Output every record below exactly as it appears.
- Opening Delimiter -
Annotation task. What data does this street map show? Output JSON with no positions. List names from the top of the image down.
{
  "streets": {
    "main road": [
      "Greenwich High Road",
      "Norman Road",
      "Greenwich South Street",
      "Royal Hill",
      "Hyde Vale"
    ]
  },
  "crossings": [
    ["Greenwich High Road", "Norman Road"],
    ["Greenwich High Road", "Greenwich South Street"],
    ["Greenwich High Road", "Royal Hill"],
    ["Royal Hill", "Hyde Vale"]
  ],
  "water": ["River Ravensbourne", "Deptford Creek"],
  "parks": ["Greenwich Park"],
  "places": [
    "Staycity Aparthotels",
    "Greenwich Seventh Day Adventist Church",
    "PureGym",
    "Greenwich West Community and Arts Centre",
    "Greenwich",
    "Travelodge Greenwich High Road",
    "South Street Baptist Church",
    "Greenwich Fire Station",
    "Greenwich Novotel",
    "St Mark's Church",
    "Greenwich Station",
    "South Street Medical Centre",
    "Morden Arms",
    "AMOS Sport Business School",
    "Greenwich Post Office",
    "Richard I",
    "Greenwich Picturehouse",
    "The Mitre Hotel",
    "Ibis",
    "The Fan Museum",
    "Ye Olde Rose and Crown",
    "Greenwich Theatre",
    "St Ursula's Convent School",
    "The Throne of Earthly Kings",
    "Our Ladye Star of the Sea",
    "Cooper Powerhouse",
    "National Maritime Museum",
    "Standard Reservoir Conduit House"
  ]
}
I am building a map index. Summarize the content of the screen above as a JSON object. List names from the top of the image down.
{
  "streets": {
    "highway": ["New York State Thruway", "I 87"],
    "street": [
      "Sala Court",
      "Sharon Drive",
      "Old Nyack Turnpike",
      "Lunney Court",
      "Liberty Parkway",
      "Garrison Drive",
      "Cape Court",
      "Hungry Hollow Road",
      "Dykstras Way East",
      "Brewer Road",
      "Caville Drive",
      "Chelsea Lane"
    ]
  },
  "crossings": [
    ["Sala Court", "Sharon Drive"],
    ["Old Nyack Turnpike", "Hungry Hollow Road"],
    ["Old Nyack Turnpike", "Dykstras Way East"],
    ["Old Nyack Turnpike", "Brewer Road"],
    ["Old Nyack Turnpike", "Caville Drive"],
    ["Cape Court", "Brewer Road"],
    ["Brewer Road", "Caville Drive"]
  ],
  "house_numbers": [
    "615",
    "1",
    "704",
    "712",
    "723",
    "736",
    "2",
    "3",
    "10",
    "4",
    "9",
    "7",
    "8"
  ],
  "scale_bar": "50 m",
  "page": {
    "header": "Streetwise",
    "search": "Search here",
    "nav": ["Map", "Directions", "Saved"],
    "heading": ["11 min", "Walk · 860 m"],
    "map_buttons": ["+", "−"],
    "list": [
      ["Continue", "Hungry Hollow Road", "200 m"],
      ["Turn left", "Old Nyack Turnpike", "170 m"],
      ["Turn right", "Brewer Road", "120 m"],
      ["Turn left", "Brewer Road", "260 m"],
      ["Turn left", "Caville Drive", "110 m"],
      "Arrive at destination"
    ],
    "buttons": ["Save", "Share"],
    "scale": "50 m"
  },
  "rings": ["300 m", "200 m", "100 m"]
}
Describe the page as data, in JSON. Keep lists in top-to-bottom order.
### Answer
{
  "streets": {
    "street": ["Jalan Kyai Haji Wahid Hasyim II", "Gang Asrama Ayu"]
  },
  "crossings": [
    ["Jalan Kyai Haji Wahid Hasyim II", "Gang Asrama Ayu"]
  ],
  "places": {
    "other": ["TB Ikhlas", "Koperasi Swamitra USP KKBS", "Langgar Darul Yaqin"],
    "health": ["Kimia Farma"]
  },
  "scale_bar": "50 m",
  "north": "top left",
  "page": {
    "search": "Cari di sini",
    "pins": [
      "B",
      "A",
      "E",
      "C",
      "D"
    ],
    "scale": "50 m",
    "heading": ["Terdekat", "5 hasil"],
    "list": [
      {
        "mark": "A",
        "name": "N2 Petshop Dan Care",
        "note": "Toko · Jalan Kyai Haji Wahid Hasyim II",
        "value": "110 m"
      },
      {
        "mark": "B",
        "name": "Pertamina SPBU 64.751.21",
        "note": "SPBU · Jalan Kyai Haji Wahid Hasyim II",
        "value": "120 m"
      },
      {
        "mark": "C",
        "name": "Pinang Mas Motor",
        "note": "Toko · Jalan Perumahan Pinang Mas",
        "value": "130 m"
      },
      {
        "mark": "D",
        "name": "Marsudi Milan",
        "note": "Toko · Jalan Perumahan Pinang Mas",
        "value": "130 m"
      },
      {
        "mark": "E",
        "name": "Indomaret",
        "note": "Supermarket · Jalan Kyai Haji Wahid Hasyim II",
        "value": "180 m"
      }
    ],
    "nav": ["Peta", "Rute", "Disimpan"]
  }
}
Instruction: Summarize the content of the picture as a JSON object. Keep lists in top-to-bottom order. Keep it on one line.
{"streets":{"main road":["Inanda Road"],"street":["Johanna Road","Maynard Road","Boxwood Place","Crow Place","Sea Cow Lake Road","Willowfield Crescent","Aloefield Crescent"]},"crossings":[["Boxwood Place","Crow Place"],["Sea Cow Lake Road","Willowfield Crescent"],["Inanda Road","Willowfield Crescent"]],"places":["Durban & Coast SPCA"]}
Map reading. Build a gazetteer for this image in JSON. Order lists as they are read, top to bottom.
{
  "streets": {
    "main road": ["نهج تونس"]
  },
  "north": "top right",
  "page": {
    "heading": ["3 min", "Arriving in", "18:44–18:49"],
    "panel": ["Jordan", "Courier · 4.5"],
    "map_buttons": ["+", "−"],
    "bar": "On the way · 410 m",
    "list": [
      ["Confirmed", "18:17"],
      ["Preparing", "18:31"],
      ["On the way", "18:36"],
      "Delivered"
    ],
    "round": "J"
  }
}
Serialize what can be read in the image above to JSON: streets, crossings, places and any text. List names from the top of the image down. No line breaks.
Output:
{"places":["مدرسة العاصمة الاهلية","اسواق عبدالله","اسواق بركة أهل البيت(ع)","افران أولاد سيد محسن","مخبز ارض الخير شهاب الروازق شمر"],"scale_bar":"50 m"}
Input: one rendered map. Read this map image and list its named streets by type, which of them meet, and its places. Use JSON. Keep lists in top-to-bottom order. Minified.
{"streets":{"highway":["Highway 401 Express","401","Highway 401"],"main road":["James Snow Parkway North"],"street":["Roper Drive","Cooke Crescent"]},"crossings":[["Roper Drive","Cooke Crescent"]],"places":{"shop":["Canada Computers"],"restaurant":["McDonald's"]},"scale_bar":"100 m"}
- Closing Delimiter -
## [TASK RESPONSE]
Annotation task. What data does this street map show? Output JSON with no positions. List names from the top of the image down.
{
  "streets": {
    "main road": [
      "Greenwich High Road",
      "Norman Road",
      "Greenwich South Street",
      "Royal Hill",
      "Hyde Vale"
    ]
  },
  "crossings": [
    ["Greenwich High Road", "Norman Road"],
    ["Greenwich High Road", "Greenwich South Street"],
    ["Greenwich High Road", "Royal Hill"],
    ["Royal Hill", "Hyde Vale"]
  ],
  "water": ["River Ravensbourne", "Deptford Creek"],
  "parks": ["Greenwich Park"],
  "places": [
    "Staycity Aparthotels",
    "Greenwich Seventh Day Adventist Church",
    "PureGym",
    "Greenwich West Community and Arts Centre",
    "Greenwich",
    "Travelodge Greenwich High Road",
    "South Street Baptist Church",
    "Greenwich Fire Station",
    "Greenwich Novotel",
    "St Mark's Church",
    "Greenwich Station",
    "South Street Medical Centre",
    "Morden Arms",
    "AMOS Sport Business School",
    "Greenwich Post Office",
    "Richard I",
    "Greenwich Picturehouse",
    "The Mitre Hotel",
    "Ibis",
    "The Fan Museum",
    "Ye Olde Rose and Crown",
    "Greenwich Theatre",
    "St Ursula's Convent School",
    "The Throne of Earthly Kings",
    "Our Ladye Star of the Sea",
    "Cooper Powerhouse",
    "National Maritime Museum",
    "Standard Reservoir Conduit House"
  ]
}
I am building a map index. Summarize the content of the screen above as a JSON object. List names from the top of the image down.
{
  "streets": {
    "highway": ["New York State Thruway", "I 87"],
    "street": [
      "Sala Court",
      "Sharon Drive",
      "Old Nyack Turnpike",
      "Lunney Court",
      "Liberty Parkway",
      "Garrison Drive",
      "Cape Court",
      "Hungry Hollow Road",
      "Dykstras Way East",
      "Brewer Road",
      "Caville Drive",
      "Chelsea Lane"
    ]
  },
  "crossings": [
    ["Sala Court", "Sharon Drive"],
    ["Old Nyack Turnpike", "Hungry Hollow Road"],
    ["Old Nyack Turnpike", "Dykstras Way East"],
    ["Old Nyack Turnpike", "Brewer Road"],
    ["Old Nyack Turnpike", "Caville Drive"],
    ["Cape Court", "Brewer Road"],
    ["Brewer Road", "Caville Drive"]
  ],
  "house_numbers": [
    "615",
    "1",
    "704",
    "712",
    "723",
    "736",
    "2",
    "3",
    "10",
    "4",
    "9",
    "7",
    "8"
  ],
  "scale_bar": "50 m",
  "page": {
    "header": "Streetwise",
    "search": "Search here",
    "nav": ["Map", "Directions", "Saved"],
    "heading": ["11 min", "Walk · 860 m"],
    "map_buttons": ["+", "−"],
    "list": [
      ["Continue", "Hungry Hollow Road", "200 m"],
      ["Turn left", "Old Nyack Turnpike", "170 m"],
      ["Turn right", "Brewer Road", "120 m"],
      ["Turn left", "Brewer Road", "260 m"],
      ["Turn left", "Caville Drive", "110 m"],
      "Arrive at destination"
    ],
    "buttons": ["Save", "Share"],
    "scale": "50 m"
  },
  "rings": ["300 m", "200 m", "100 m"]
}
Describe the page as data, in JSON. Keep lists in top-to-bottom order.
### Answer
{
  "streets": {
    "street": ["Jalan Kyai Haji Wahid Hasyim II", "Gang Asrama Ayu"]
  },
  "crossings": [
    ["Jalan Kyai Haji Wahid Hasyim II", "Gang Asrama Ayu"]
  ],
  "places": {
    "other": ["TB Ikhlas", "Koperasi Swamitra USP KKBS", "Langgar Darul Yaqin"],
    "health": ["Kimia Farma"]
  },
  "scale_bar": "50 m",
  "north": "top left",
  "page": {
    "search": "Cari di sini",
    "pins": [
      "B",
      "A",
      "E",
      "C",
      "D"
    ],
    "scale": "50 m",
    "heading": ["Terdekat", "5 hasil"],
    "list": [
      {
        "mark": "A",
        "name": "N2 Petshop Dan Care",
        "note": "Toko · Jalan Kyai Haji Wahid Hasyim II",
        "value": "110 m"
      },
      {
        "mark": "B",
        "name": "Pertamina SPBU 64.751.21",
        "note": "SPBU · Jalan Kyai Haji Wahid Hasyim II",
        "value": "120 m"
      },
      {
        "mark": "C",
        "name": "Pinang Mas Motor",
        "note": "Toko · Jalan Perumahan Pinang Mas",
        "value": "130 m"
      },
      {
        "mark": "D",
        "name": "Marsudi Milan",
        "note": "Toko · Jalan Perumahan Pinang Mas",
        "value": "130 m"
      },
      {
        "mark": "E",
        "name": "Indomaret",
        "note": "Supermarket · Jalan Kyai Haji Wahid Hasyim II",
        "value": "180 m"
      }
    ],
    "nav": ["Peta", "Rute", "Disimpan"]
  }
}
Instruction: Summarize the content of the picture as a JSON object. Keep lists in top-to-bottom order. Keep it on one line.
{"streets":{"main road":["Inanda Road"],"street":["Johanna Road","Maynard Road","Boxwood Place","Crow Place","Sea Cow Lake Road","Willowfield Crescent","Aloefield Crescent"]},"crossings":[["Boxwood Place","Crow Place"],["Sea Cow Lake Road","Willowfield Crescent"],["Inanda Road","Willowfield Crescent"]],"places":["Durban & Coast SPCA"]}
Map reading. Build a gazetteer for this image in JSON. Order lists as they are read, top to bottom.
{
  "streets": {
    "main road": ["نهج تونس"]
  },
  "north": "top right",
  "page": {
    "heading": ["3 min", "Arriving in", "18:44–18:49"],
    "panel": ["Jordan", "Courier · 4.5"],
    "map_buttons": ["+", "−"],
    "bar": "On the way · 410 m",
    "list": [
      ["Confirmed", "18:17"],
      ["Preparing", "18:31"],
      ["On the way", "18:36"],
      "Delivered"
    ],
    "round": "J"
  }
}
Serialize what can be read in the image above to JSON: streets, crossings, places and any text. List names from the top of the image down. No line breaks.
Output:
{"places":["مدرسة العاصمة الاهلية","اسواق عبدالله","اسواق بركة أهل البيت(ع)","افران أولاد سيد محسن","مخبز ارض الخير شهاب الروازق شمر"],"scale_bar":"50 m"}
Input: one rendered map. Read this map image and list its named streets by type, which of them meet, and its places. Use JSON. Keep lists in top-to-bottom order. Minified.
{"streets":{"highway":["Highway 401 Express","401","Highway 401"],"main road":["James Snow Parkway North"],"street":["Roper Drive","Cooke Crescent"]},"crossings":[["Roper Drive","Cooke Crescent"]],"places":{"shop":["Canada Computers"],"restaurant":["McDonald's"]},"scale_bar":"100 m"}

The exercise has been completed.